Zinc selenide (ZnSe) crystal is difficult to cut due to its high brittleness. A better understanding of the material removal mechanism of ZnSe crystal is indispensable to help achieve a high-quality machined surface. In this paper, a theoretical model is first developed for analyzing the material removal behavior of brittle crystals during side-forward nanoscratching using the Berkovich indenter. The model correlates scratching parameters with scratch behavior parameters, morphology parameters, material removal modes, and material mechanical properties.

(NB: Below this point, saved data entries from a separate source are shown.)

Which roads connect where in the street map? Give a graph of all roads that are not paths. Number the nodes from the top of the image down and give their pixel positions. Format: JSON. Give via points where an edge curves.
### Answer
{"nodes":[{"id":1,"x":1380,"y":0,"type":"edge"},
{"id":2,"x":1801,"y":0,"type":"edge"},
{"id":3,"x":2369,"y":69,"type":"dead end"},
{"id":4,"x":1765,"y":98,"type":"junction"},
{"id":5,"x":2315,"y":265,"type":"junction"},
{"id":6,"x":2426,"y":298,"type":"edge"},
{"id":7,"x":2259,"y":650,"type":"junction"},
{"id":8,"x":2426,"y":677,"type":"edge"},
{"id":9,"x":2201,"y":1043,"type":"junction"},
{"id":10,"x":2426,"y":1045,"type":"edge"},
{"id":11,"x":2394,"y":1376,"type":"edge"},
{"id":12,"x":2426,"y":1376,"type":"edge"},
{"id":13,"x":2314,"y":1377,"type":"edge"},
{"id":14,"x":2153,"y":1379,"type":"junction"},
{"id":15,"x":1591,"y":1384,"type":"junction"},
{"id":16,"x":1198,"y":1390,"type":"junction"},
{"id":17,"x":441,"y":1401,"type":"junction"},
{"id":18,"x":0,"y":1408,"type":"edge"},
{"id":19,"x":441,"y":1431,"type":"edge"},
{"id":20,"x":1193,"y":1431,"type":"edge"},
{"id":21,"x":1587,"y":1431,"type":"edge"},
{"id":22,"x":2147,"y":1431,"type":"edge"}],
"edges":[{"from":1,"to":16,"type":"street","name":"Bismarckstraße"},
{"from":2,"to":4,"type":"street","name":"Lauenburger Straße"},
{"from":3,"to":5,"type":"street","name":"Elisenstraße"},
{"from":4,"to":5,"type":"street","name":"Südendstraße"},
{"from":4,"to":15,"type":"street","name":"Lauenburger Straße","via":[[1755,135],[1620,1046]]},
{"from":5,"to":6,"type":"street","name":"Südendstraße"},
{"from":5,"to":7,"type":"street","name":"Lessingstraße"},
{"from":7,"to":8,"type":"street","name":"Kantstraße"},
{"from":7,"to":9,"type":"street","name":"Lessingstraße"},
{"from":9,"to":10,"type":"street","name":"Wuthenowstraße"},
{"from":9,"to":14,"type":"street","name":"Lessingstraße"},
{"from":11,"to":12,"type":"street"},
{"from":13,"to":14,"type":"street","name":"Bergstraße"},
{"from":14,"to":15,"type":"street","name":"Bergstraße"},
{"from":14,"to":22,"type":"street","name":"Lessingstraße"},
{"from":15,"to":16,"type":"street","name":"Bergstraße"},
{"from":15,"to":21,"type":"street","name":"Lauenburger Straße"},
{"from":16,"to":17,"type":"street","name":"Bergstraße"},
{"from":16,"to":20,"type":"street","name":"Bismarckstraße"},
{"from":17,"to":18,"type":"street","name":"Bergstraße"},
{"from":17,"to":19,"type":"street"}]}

To validate the model, the nanoindentation and side-forward nanoscratch tests of ZnSe crystal are carried out, and the effects of load and strain rate on the mechanical properties and scratch behavior of ZnSe crystal are investigated. The results show that the hardness decreases first and then stabilizes as the indentation load increases; the elastic modulus generally increases with the indentation load while it increases sharply at a very small strain rate. The results also show that with an increasing scratching normal load, the elastic recovery decreases first and then stabilizes while the friction coefficient increases slightly first and then stabilizes; with the increase of strain rate, the elastic recovery, scratching load, and friction coefficient decrease quickly at first and then increase by a similar power function. The model is proven to be applicable to determining the scratching load, friction coefficient, scratching depth, and elastic recovery with pile-up parameters, groove parameters, indenter orientation angle, and mechanical properties of ZnSe crystal, which has an average relative error of less than 14%. Furthermore, the effects of scratching direction on the scratching load and friction coefficient are discussed using the model. The results show that for side-forward scratching, the maximum normal load always occurs which is independent of the indenter orientation angle, while a relatively small friction coefficient exists. This research provides insights into the material removal behavior and mechanism in ultra-precision machining of ZnSe crystal.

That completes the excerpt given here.